Renville P Napitupulu (PSI) juga menambahkan, bahwa akar sejarah merupakan faktor yang sangat penting atas perubahan nama jalan tersebut. “Harus ada pihak yang bisa menjelaskan apa makna dari jalan Sekip. Sebab, perubahan nama jalan tersebut nantinya berpengaruh kepada alamat kependudukan masyarakat sekitar. Dan ini membutuhkan kajian lebih dalam lagi,” terangnya.

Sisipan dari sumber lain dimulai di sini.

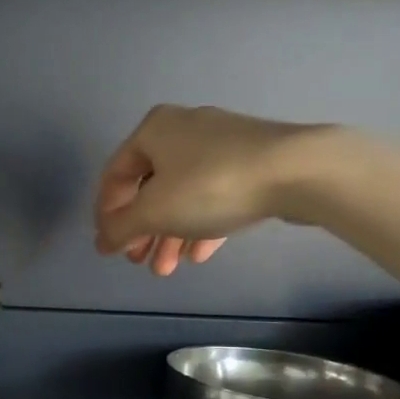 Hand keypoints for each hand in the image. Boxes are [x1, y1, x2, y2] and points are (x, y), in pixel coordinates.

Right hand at [93, 105, 337, 275]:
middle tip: (139, 261)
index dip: (106, 214)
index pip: (115, 175)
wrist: (298, 170)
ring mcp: (221, 144)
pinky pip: (214, 195)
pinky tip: (199, 254)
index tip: (109, 246)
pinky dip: (200, 223)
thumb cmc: (211, 185)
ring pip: (183, 194)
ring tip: (167, 269)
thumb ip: (120, 228)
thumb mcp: (154, 212)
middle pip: (150, 187)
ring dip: (170, 234)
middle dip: (142, 230)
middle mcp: (183, 130)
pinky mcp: (252, 161)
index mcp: (153, 130)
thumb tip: (101, 242)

Kembali Paul menyebut, informasi yang dilihatnya dari Google bahwa arti nama dari jalan Sekip itu adalah “Sasaran Tembak”.
“Kan lebih baik jalan Sekip itu diganti dengan nama seorang tokoh yang semasa hidupnya banyak membantu masyarakat miskin di kota Medan ini,” tandasnya.
Antonius D Tumanggor (NasDem), dikesempatan ini juga menambahkan, bahwa masyarakat seputaran jalan Sekip dihadapan pihak Kelurahan dan Kecamatan mengatakan setuju sudah menyetujui atas perubahan nama jalan tersebut.
“Surat rekomendasi yang terbaru dari Walikota Medan Bobby Nasution juga ada. Jadi tinggal sikap tegas Kabag Tapem aja sekarang, setuju atau tak setuju,” tegas Sekjen IPK Sumut ini.